**What is required:** Wherever "lane" appears in a line of the listing, that line should be returned.

+++

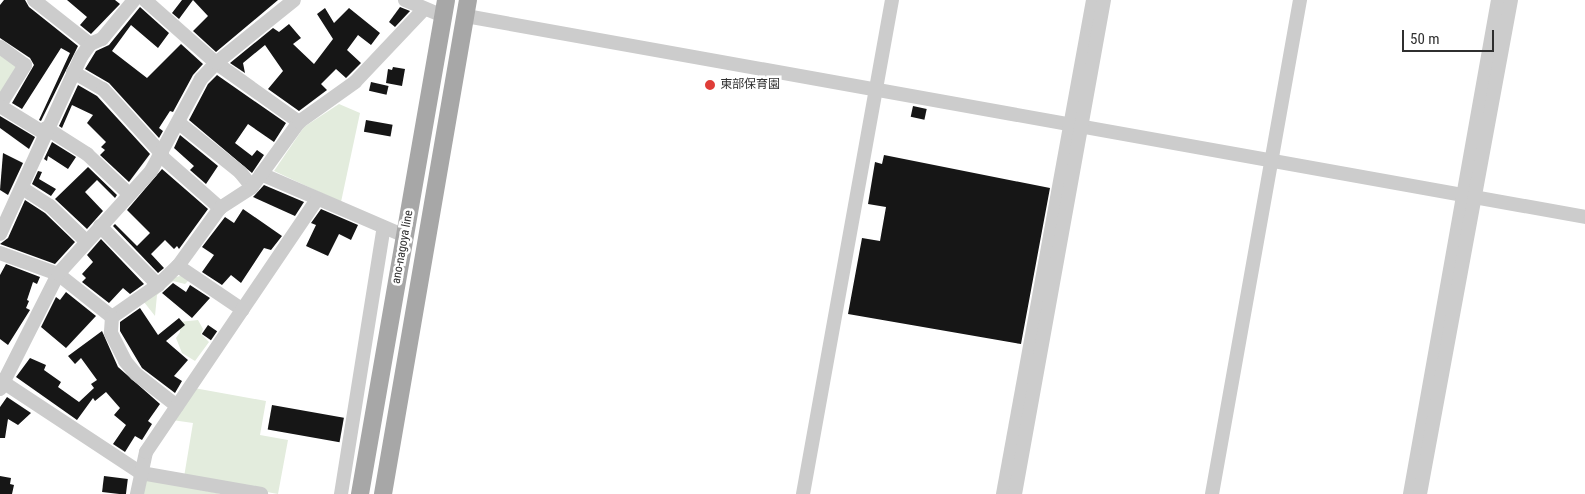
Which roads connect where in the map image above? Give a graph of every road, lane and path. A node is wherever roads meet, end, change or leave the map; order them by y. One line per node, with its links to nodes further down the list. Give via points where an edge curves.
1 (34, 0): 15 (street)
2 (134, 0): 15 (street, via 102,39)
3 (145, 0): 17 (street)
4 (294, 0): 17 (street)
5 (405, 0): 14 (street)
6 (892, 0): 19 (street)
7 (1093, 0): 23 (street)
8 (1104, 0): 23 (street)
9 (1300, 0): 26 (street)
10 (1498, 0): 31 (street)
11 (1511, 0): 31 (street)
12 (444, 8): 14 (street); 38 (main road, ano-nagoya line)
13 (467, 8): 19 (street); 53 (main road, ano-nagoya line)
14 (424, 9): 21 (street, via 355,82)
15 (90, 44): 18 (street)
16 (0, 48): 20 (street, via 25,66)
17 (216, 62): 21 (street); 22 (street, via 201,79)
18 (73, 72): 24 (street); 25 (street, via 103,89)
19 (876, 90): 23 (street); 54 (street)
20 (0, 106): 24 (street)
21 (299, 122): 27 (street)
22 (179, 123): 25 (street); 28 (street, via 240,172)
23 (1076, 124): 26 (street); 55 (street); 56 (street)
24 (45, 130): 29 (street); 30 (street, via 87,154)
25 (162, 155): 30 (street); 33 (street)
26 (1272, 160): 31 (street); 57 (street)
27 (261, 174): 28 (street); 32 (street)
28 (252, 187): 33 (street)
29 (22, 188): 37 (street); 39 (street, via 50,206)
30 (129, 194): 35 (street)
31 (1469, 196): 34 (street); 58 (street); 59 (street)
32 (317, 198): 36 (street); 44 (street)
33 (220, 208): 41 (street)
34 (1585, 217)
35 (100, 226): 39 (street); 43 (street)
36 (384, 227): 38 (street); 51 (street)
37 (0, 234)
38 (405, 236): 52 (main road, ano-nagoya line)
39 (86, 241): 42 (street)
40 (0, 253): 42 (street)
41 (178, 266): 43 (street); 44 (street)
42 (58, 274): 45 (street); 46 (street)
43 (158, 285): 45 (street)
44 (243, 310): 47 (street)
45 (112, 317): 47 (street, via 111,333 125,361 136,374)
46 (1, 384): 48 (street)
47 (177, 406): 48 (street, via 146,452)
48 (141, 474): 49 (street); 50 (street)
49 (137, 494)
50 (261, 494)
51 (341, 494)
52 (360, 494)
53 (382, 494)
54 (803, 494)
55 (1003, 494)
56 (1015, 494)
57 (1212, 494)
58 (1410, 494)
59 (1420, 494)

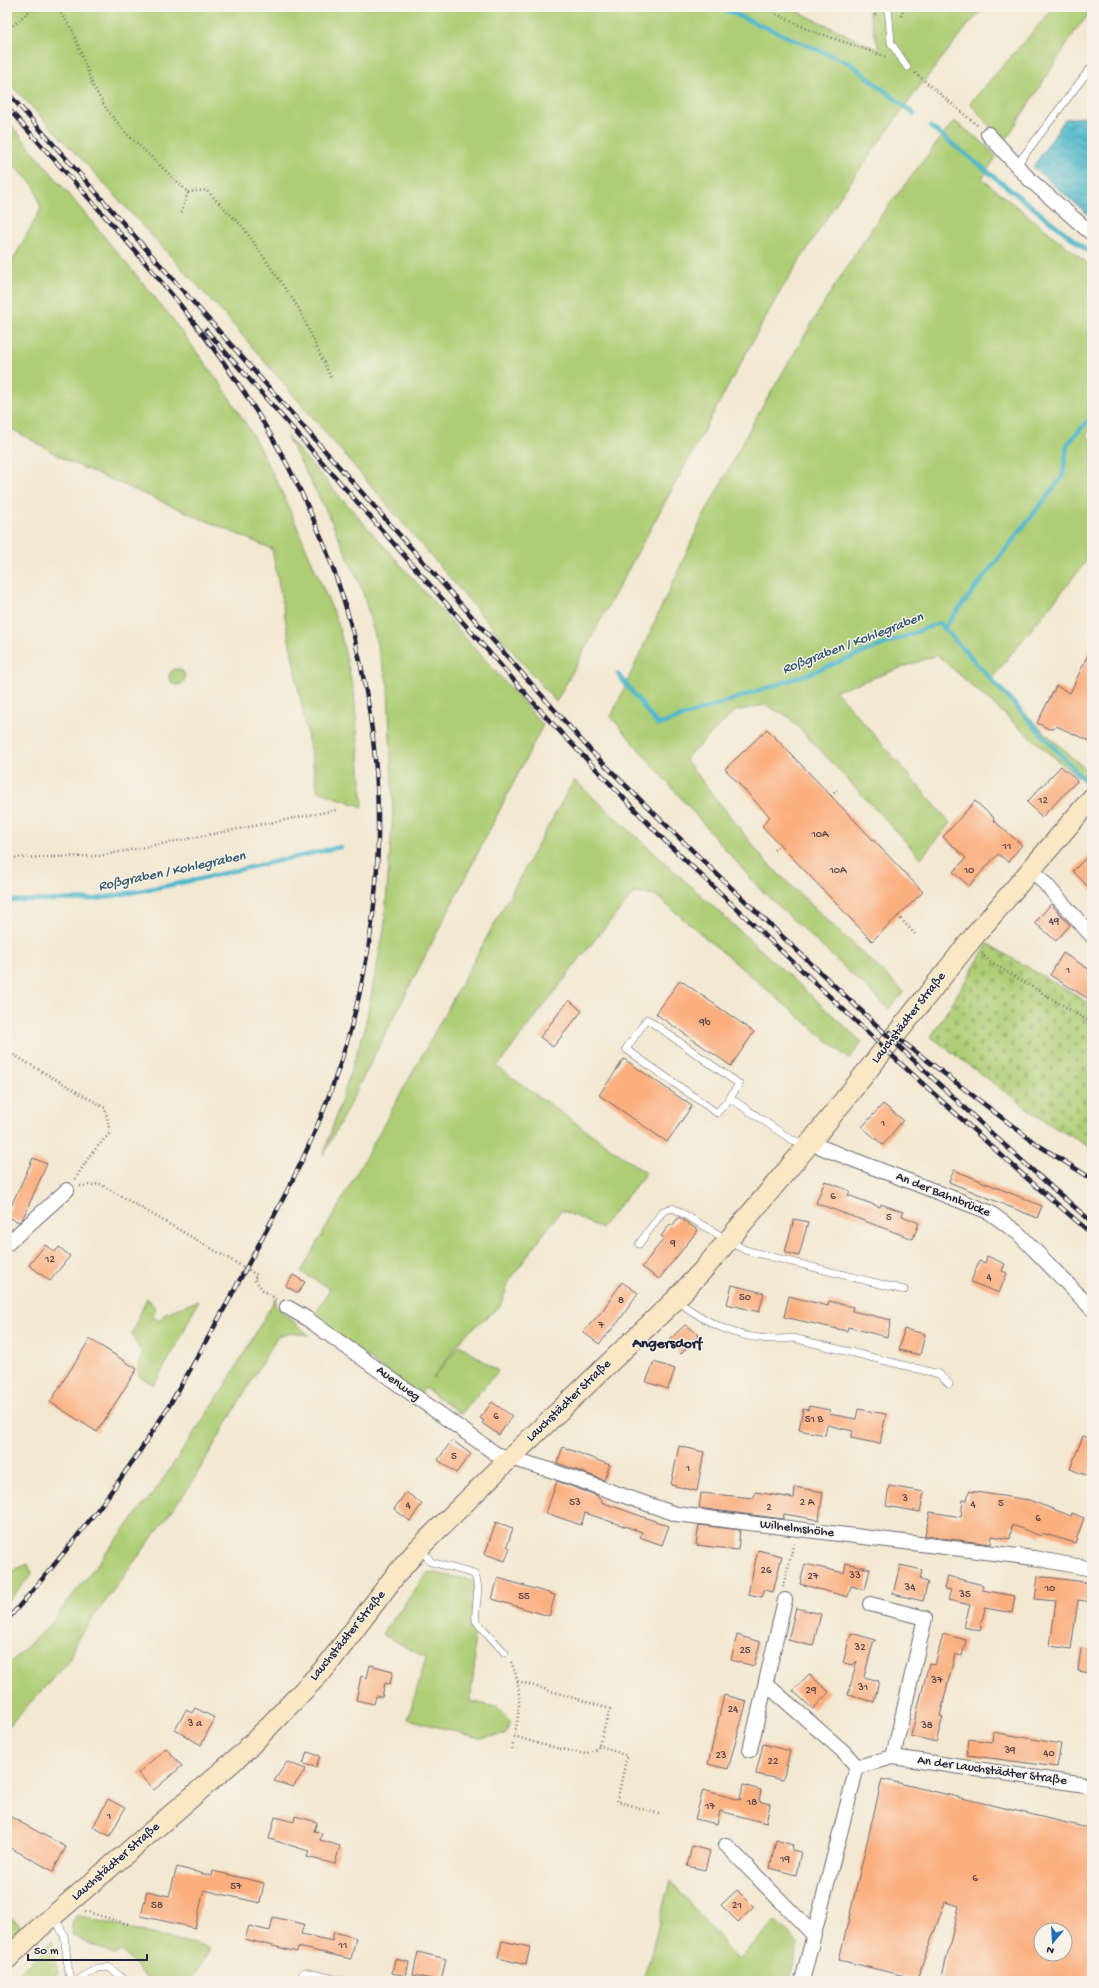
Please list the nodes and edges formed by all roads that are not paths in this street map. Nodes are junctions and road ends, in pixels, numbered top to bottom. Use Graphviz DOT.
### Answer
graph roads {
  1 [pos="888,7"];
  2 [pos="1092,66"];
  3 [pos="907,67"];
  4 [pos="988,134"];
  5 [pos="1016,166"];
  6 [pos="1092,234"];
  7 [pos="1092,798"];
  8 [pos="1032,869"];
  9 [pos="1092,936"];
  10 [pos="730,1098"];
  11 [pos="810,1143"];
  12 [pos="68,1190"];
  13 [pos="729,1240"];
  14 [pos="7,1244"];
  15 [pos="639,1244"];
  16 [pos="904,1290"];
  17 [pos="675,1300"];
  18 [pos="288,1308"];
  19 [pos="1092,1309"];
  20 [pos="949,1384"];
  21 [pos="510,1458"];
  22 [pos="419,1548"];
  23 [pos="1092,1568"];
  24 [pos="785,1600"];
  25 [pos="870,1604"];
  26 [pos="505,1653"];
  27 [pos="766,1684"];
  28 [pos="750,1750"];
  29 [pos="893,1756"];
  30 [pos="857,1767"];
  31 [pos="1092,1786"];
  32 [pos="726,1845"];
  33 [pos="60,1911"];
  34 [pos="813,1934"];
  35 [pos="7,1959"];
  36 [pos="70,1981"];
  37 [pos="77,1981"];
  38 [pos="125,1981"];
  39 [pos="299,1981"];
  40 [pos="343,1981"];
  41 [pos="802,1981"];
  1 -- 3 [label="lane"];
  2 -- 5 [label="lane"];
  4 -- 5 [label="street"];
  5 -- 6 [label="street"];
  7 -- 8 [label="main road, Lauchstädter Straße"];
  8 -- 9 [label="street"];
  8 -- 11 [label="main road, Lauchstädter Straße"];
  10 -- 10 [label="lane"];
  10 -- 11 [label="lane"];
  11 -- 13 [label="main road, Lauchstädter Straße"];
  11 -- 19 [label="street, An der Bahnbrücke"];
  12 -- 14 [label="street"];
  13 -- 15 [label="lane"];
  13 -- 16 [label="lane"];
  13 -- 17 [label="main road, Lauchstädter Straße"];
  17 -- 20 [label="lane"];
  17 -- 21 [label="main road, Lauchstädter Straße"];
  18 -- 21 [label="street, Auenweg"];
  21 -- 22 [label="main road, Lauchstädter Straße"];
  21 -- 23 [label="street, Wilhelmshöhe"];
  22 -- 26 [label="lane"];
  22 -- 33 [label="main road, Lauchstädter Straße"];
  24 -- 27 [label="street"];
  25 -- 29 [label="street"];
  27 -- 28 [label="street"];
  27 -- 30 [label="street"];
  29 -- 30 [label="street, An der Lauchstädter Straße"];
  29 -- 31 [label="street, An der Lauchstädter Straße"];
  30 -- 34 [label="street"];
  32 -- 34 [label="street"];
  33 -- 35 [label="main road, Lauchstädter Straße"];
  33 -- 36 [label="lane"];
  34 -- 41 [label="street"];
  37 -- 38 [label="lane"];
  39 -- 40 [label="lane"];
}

+++

**Result for this exercise:**
Which roads connect where in the map image above? Give a graph of every road, lane and path. A node is wherever roads meet, end, change or leave the map; order them by y. One line per node, with its links to nodes further down the list. Give via points where an edge curves.
  1 -- 3 [label="lane"];
  2 -- 5 [label="lane"];
  10 -- 10 [label="lane"];
  10 -- 11 [label="lane"];
  13 -- 15 [label="lane"];
  13 -- 16 [label="lane"];
  17 -- 20 [label="lane"];
  22 -- 26 [label="lane"];
  33 -- 36 [label="lane"];
  37 -- 38 [label="lane"];
  39 -- 40 [label="lane"];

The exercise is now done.